If you don’t want to create the website yourself, you can hire a professional website developer, which can cost from $2,500 to $15,000. If you are going to hire a professional, you may want to purchase a domain name and secure it before someone else does. Additionally, web hosting―space on the web you’ll use to store your website’s information―is a common cost small business owners incur before hiring a professional designer.
“The cost of web hosting gets overlooked surprisingly often, especially by smaller businesses. It is important to have a web host that is different from your website designer or developer. You may have a need to change hosts down the road and will want to do so without alienating those working on your site. There are web hosting packages to suit a variety of different speed and bandwidth needs, but the cost of web hosting usually starts at $35 a month for a shared hosting account.
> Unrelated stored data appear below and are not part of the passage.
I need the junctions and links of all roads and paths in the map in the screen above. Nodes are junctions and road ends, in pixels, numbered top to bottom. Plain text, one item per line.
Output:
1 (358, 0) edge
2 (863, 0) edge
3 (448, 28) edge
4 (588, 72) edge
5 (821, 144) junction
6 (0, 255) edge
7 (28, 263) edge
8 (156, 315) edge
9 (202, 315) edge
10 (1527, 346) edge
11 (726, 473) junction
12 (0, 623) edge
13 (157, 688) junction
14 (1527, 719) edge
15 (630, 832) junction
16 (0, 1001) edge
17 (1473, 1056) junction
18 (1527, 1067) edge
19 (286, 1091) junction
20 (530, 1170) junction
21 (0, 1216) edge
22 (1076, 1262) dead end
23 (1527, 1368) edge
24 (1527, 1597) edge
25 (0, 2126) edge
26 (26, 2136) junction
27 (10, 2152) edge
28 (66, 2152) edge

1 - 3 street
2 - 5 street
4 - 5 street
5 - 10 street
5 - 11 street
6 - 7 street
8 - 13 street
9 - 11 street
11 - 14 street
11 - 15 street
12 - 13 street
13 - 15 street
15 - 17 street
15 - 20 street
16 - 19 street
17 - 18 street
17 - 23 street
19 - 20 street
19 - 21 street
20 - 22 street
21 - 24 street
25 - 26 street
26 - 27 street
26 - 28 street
However, soon-to-be business owners should look to spend slightly more so they aren’t limited to the bare minimum.”
― Katie Weedman, Content Strategist, THAT Agency
21. Travel Expenses
Before opening your business, budget for travel costs to attend places like trade shows and conferences as well as to visit suppliers and vendors. It’s important to have good working relationships with the people you’re getting products from or peers within your industry. When traveling to events, consider costs like registration fees, airline fare, rental car, hotel, and meals. When booking airlines, trade shows, and conferences, it’s best to book at least six months in advance to get a discount.
For example, many business owners getting supplies from China will visit the factory to create a better relationship with the factory owner and manager. It’s especially helpful to have good working relationships with vendors and suppliers if you have a situation where you run out of inventory and need the factory to rearrange priorities for your business. For a business trip to visit a Chinese factory, budget at least $4,500.
Understanding startup costs before starting your business is important to know so that you don’t run out of capital. You don’t want to be in a situation where you’re going back to the bank or investors for additional funds before you have any customers. It’s helpful to document each startup cost in a business plan to show you’ve created a thorough plan to determine the funds needed to open your business.